Prior to introduction of morality laws, liquor consumption in British Columbia (along with the rest of Canada) was heavy and common. Saloons were the favoured establishments for this drinking, with the core of the future city of Vancouver having been built around one such saloon operated by Gassy Jack. British Columbia's demographic makeup in particular was young and heavily male-skewed, with the city of Vancouver having a 3:2 ratio of men outnumbering women. For many of these men, similarly to other cities across Canada, drinking was one of the few recreational pastimes available to them, and thus drinking took on social importance in the development of a working-class subculture.

With the rapid influx in immigration during the late 1800s, the increase of Canada's population and the massive, industrially driven expansion of Canadian cities, came resistance to the perceived moral threat posed by the rapid changes prompted by rapid industrialization and urbanization. One such concern and area for resistance was in the opposition to the consumption of liquor. Viewed as a moral hazard, predominantly middle class organized political opposition began to take shape in the forms of temperance movements across the Anglosphere in the mid-1800s, with groups such as the American Women's Christian Temperance Union, or WCTU, extending to British Columbia by 1882. These movements sought to eradicate the culture of excessive drinking through political means and laws meant to police the conduct of morals.

There was some truth to their arguments. In Vancouver, as in other major Canadian cities, much of the time spent policing was the policing of public drunkenness: Up to 25% of arrests made in Vancouver during the early 1910s were arrests for public drunkenness. It however was also tied to ethnic and racial discrimination, as ethnic enclaves such as the Chinese community and other non-Caucasian groups were perceived as driving moral decays. Restrictions would therefore first come to those groups, with indigenous Canadians forbidden from purchasing liquor licenses in 1887. Chinese Canadians and other non-Caucasian groups would follow in 1910. Sunday laws and other societal regulations on moral conduct in saloon behaviour such as the banning of women would follow, but lingering opposition to the Temperance movement in British Columbia prevented a full prohibition.

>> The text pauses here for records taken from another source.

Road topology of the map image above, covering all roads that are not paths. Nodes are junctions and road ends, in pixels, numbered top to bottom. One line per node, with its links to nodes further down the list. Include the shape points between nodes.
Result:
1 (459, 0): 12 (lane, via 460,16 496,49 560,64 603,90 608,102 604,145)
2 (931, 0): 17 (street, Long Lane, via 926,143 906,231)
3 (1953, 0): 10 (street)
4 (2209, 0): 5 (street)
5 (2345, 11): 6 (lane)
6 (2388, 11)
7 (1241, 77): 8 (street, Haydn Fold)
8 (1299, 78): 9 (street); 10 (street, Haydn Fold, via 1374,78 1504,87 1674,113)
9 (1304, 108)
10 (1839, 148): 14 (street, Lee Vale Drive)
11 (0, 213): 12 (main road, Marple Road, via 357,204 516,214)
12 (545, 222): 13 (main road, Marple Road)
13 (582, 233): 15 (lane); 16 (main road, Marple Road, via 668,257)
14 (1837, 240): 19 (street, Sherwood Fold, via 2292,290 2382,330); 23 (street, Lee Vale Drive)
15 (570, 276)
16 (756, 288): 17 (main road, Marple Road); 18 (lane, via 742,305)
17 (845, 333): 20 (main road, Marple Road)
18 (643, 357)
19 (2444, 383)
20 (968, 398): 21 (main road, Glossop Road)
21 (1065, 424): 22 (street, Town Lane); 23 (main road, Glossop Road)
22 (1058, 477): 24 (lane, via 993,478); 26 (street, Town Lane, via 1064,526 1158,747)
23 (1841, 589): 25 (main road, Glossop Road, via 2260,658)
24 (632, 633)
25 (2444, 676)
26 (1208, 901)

===Prohibition and establishment===

The strain placed upon Canadian society by the First World War would prove to be the factor that tilted the debate solidly in favour of the temperance movements, albeit temporarily. With resources normally available for the production of alcohol needed to fuel Canada's war effort temperance groups seized on the sudden political support offered to them Canada-wide. Attacks deriding excessive drinking and the lack of productivity of drunkards were pointed as 'aiding the Kaiser', generating popular opposition to excessive drinking. By 1916, the temperance movement in British Columbia was powerful enough to call for and receive a provincial plebiscite on the consumption of alcohol. With soldier's overseas ballots forbidden from being cast, the vote would pass and in 1917 a provincial law banning the purchase of alcoholic beverages would come into effect.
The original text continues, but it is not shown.